HC Deb 16 February 1932 vol 261 cc1432-3

asked the Secretary for Mines when the first order was made permitting the use of gas alarms in coal mines; how many alarms are in use at the present moment; and will he state what representations he has received from the Colliery Deputies' Association or the Miners' Federation in favour of a compulsory order being made for their use in all gaseous mines?


Firedamp detectors of many kinds have been tried out in mines from time to time for over 40 years past, but it was not until the Coal Mines Act of 1911 that safety lamps, and therefore detectors which formed part of safety lamps, required official approval as to their safety before they could lawfully be used belowground. The first such permission for the use of an electrical detector was given in 1914. Apart from flame safety lamps, the number of firedamp detectors in regular use is about 350 (not including measuring instruments).

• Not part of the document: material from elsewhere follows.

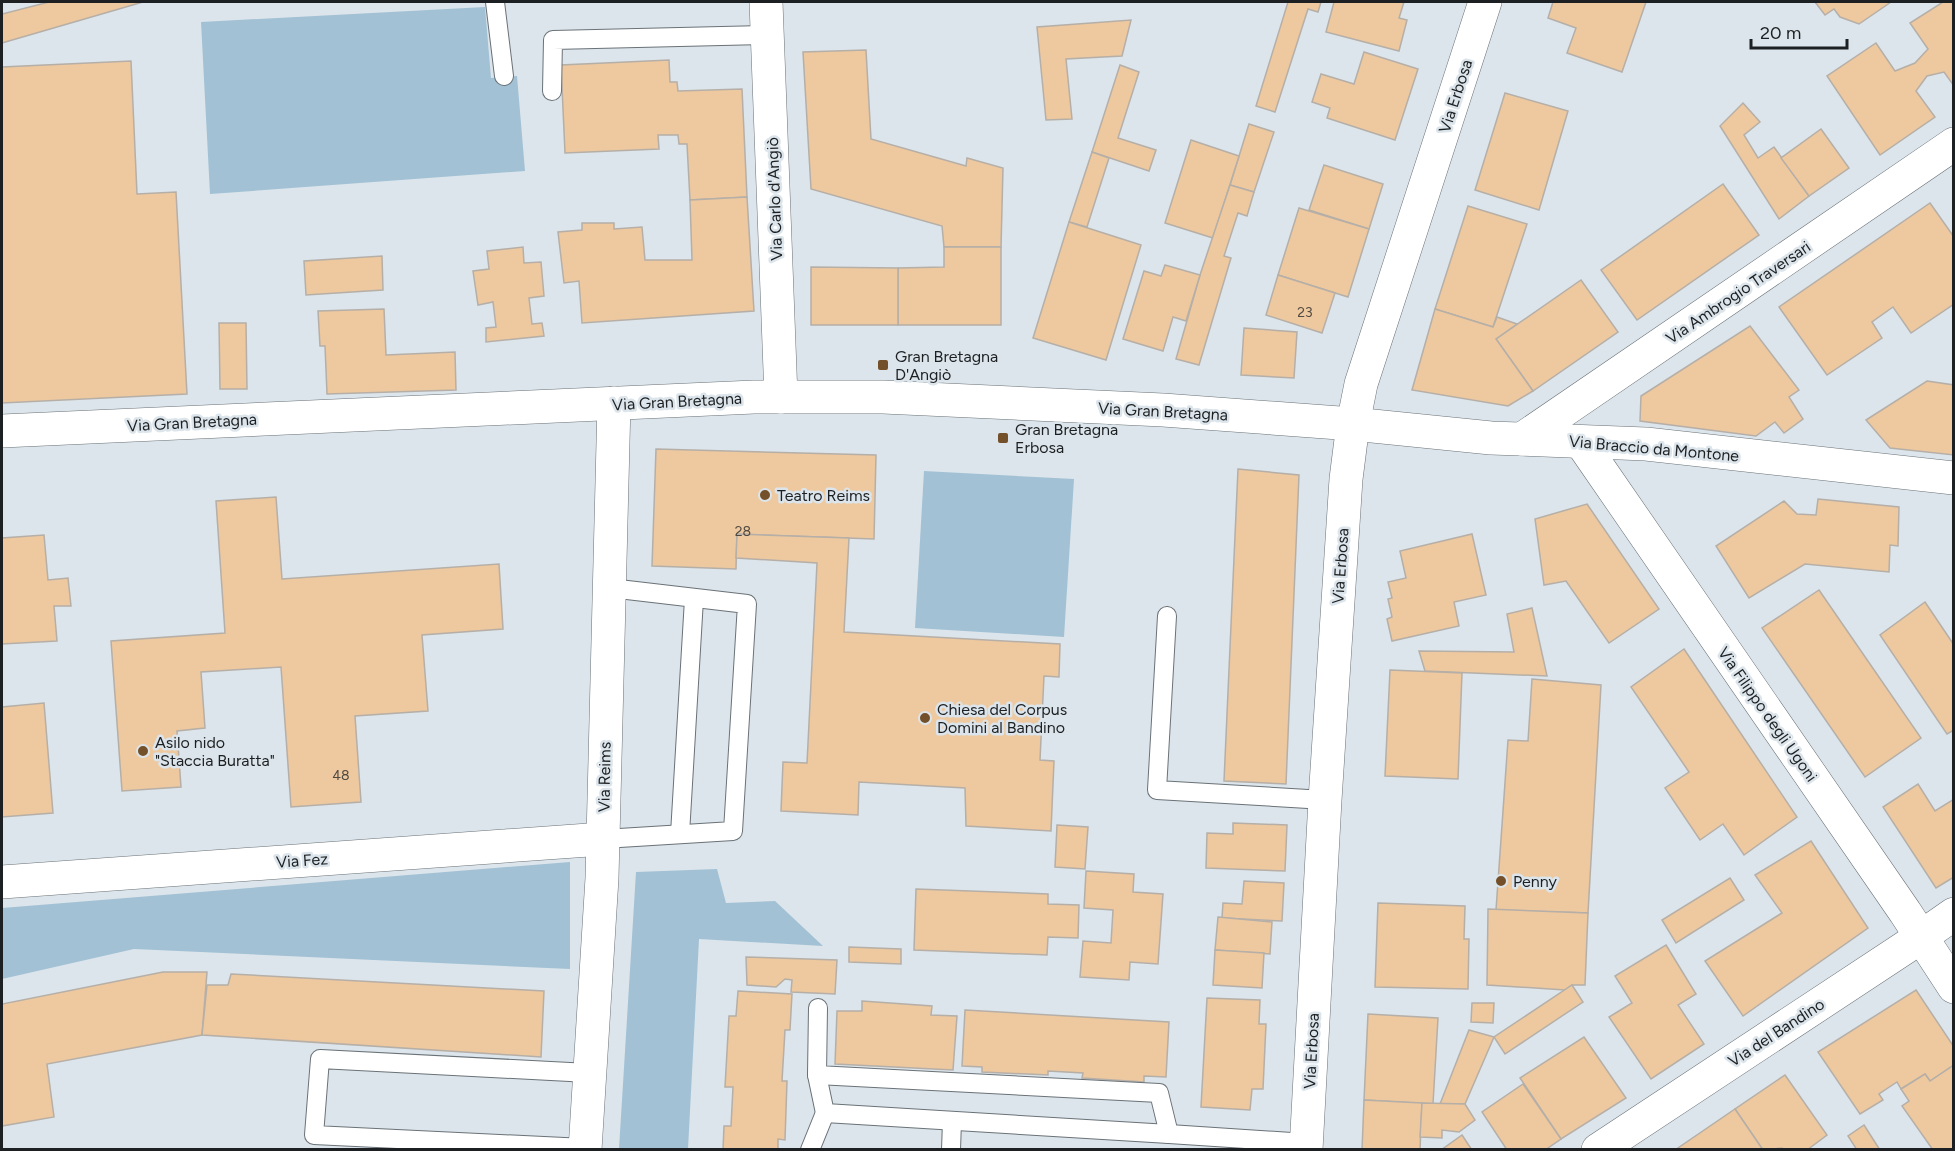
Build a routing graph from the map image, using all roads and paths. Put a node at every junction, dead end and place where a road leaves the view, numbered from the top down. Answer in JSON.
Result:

Discussions have taken place between my Department and the Miners' Federation, the Deputies' Association and other organisations representative of the Industry. Both the Miners' Federation and the Deputies' Association expressed a general opinion in favour of some measure of compulsion but the latter decided to consider the matter further and the former asked for a further meeting which is to be held to-morrow.


May I ask whether these four bodies are likely to come to a final decision?


That point will have to be considered later when all the information has been gathered.